I think it's also like Ng'andu, my husband, who both of you know, was joking with me the other day, and he said, I think you are a little too well-adjusted for pandemic life, like in terms of choice of job and luck and temperament and everything. He's actually worried about me rejoining normal society.


He said, what are you going to do then? And I mean, some of this has an element of privilege, but it's also like.


Right. I mean, doctors are incredibly privileged, but they find themselves on the front lines right now.




I mean, the New York Philharmonic musicians are incredibly privileged, but they are out of a job right now.


So I think I mean, the pandemic has also hurt the privileged and the elite, not just poor people, but it's just pure chance that I happen to be a professional economist in 2020.


You know, and this happened to me right now. That's just luck, a dumb luck, you know, and it's very hard to counter dumb luck like that.


I mean, the next thing could affect my age group. It could affect my gender. It could affect South Asians. Like we just don't know how the next pandemic will hit people.


It's not going to be an equal distribution. So some of it is just luck.


The next thing could be a virus that makes economists stupid or which we already have that this politics should shall we shall we move on to your final lesson, though? Yeah.


You know, I've been thinking about this a lot. So, of course, once again, like as an economist. Yorga Especially Public Choice trained economist, I'm constantly thinking about market failure and government failure. Right.
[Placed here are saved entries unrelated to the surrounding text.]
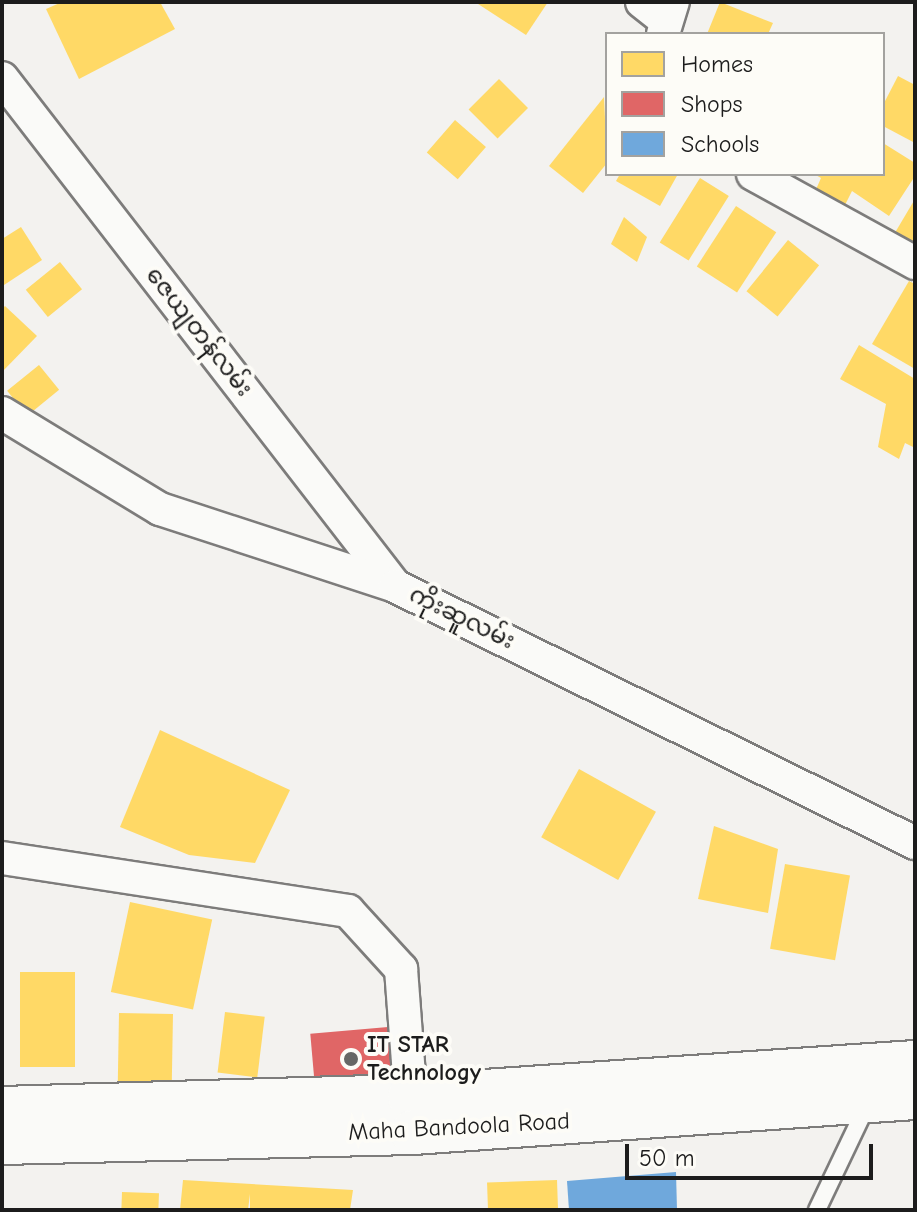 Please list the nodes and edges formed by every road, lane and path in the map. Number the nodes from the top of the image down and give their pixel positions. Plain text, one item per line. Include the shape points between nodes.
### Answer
1 (2, 78) edge
2 (757, 176) edge
3 (915, 263) edge
4 (2, 413) edge
5 (395, 586) junction
6 (915, 843) edge
7 (2, 858) edge
8 (897, 1081) edge
9 (2, 1109) edge
10 (412, 1114) junction
11 (2, 1142) edge
12 (817, 1210) edge

1 - 5 street, ဇေယျတန်လမ်း
2 - 3 street
4 - 5 street, ကိုးဆူလမ်း via 160,509
5 - 6 street, ကိုးဆူလမ်း
7 - 10 street via 348,911 401,969
8 - 10 main road, Maha Bandoola Road
8 - 12 lane
9 - 10 main road, Maha Bandoola Road
10 - 11 main road, Maha Bandoola Road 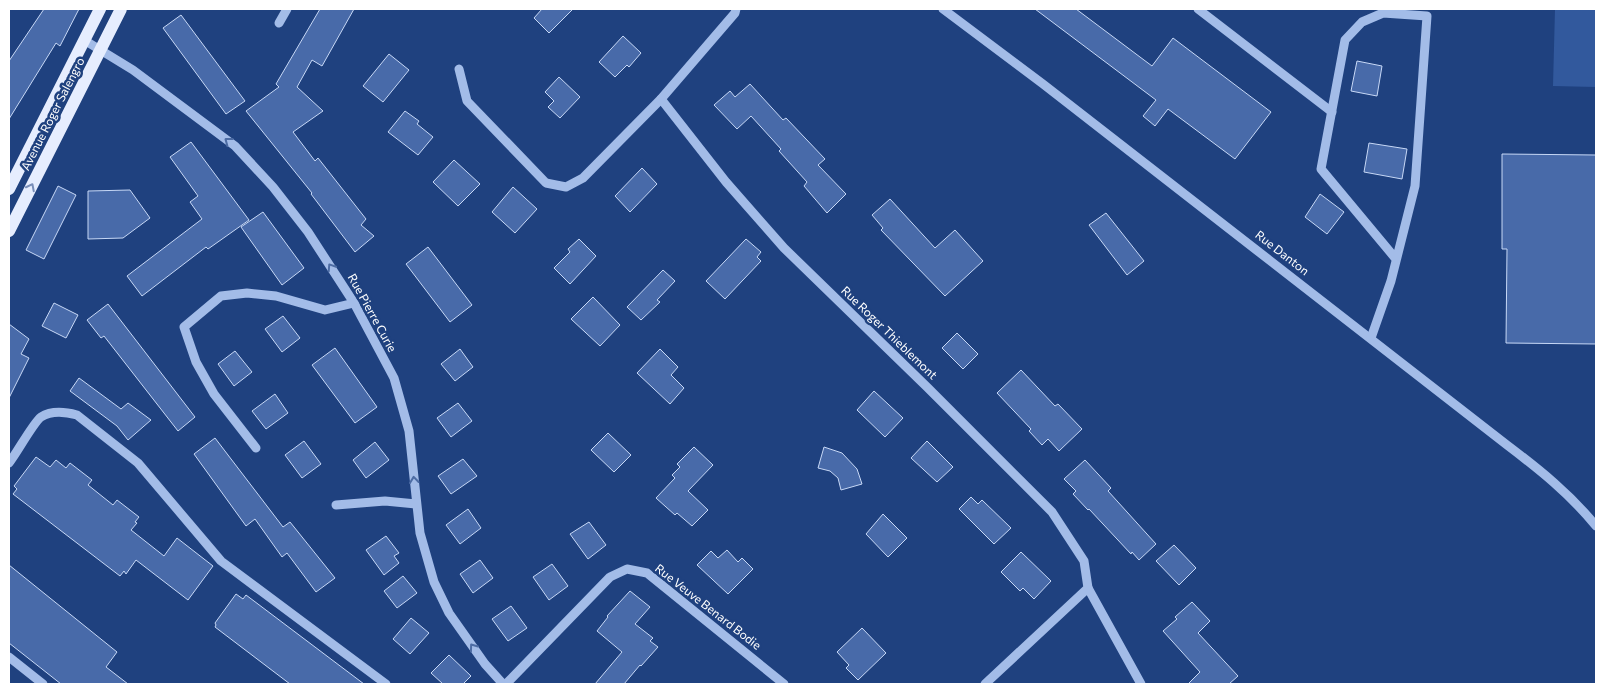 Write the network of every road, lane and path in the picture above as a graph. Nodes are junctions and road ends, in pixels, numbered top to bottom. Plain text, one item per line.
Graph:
1 (100, 9) edge
2 (122, 9) edge
3 (287, 9) edge
4 (736, 9) edge
5 (943, 9) edge
6 (1198, 9) edge
7 (279, 22) dead end
8 (84, 40) junction
9 (100, 50) junction
10 (458, 69) dead end
11 (661, 99) junction
12 (1332, 112) junction
13 (9, 189) edge
14 (9, 231) edge
15 (1396, 259) junction
16 (354, 303) junction
17 (1371, 338) junction
18 (256, 448) dead end
19 (9, 463) edge
20 (416, 504) junction
21 (336, 505) dead end
22 (1596, 526) edge
23 (1088, 588) junction
24 (9, 657) edge
25 (44, 684) edge
26 (386, 684) edge
27 (505, 684) edge
28 (784, 684) edge
29 (985, 684) edge
30 (1141, 684) edge

1 - 8 main road, Avenue Roger Salengro
2 - 9 main road, Avenue Roger Salengro
3 - 7 street
4 - 11 street
5 - 17 street, Rue Danton
6 - 12 street
8 - 9 street, Rue Pierre Curie
8 - 13 main road, Avenue Roger Salengro
14 -> 9 main road, Avenue Roger Salengro
16 -> 9 street, Rue Pierre Curie
10 - 11 street
11 - 23 street, Rue Roger Thieblemont
12 - 15 street
12 - 15 street
15 - 17 street
16 - 18 street
20 -> 16 street, Rue Pierre Curie
17 - 22 street, Rue Danton
19 - 26 street
20 - 21 street
27 -> 20 street, Rue Pierre Curie
23 - 29 street
23 - 30 street, Rue Roger Thieblemont
24 - 25 street
27 - 28 street, Rue Veuve Benard Bodie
And the classic public choice lesson is that we focus on neoclassical too much on market failure and the solutions we give the counter market failure are typically rife with government failure. Right. And once we take the political incentives into account, then we realize that, you know, maybe there are solutions to market failure and maybe government intervention is not the best way to go. So this is the the Cliff Notes version of you. So much of public choice economics.


And I've been thinking about it and I have frankly been surprised by the amount of, you know, sort of like private voluntary action by private citizens and their failures.


Right. And I've been trying to put this in perspective in one sense. So the state has, of course, failed spectacularly.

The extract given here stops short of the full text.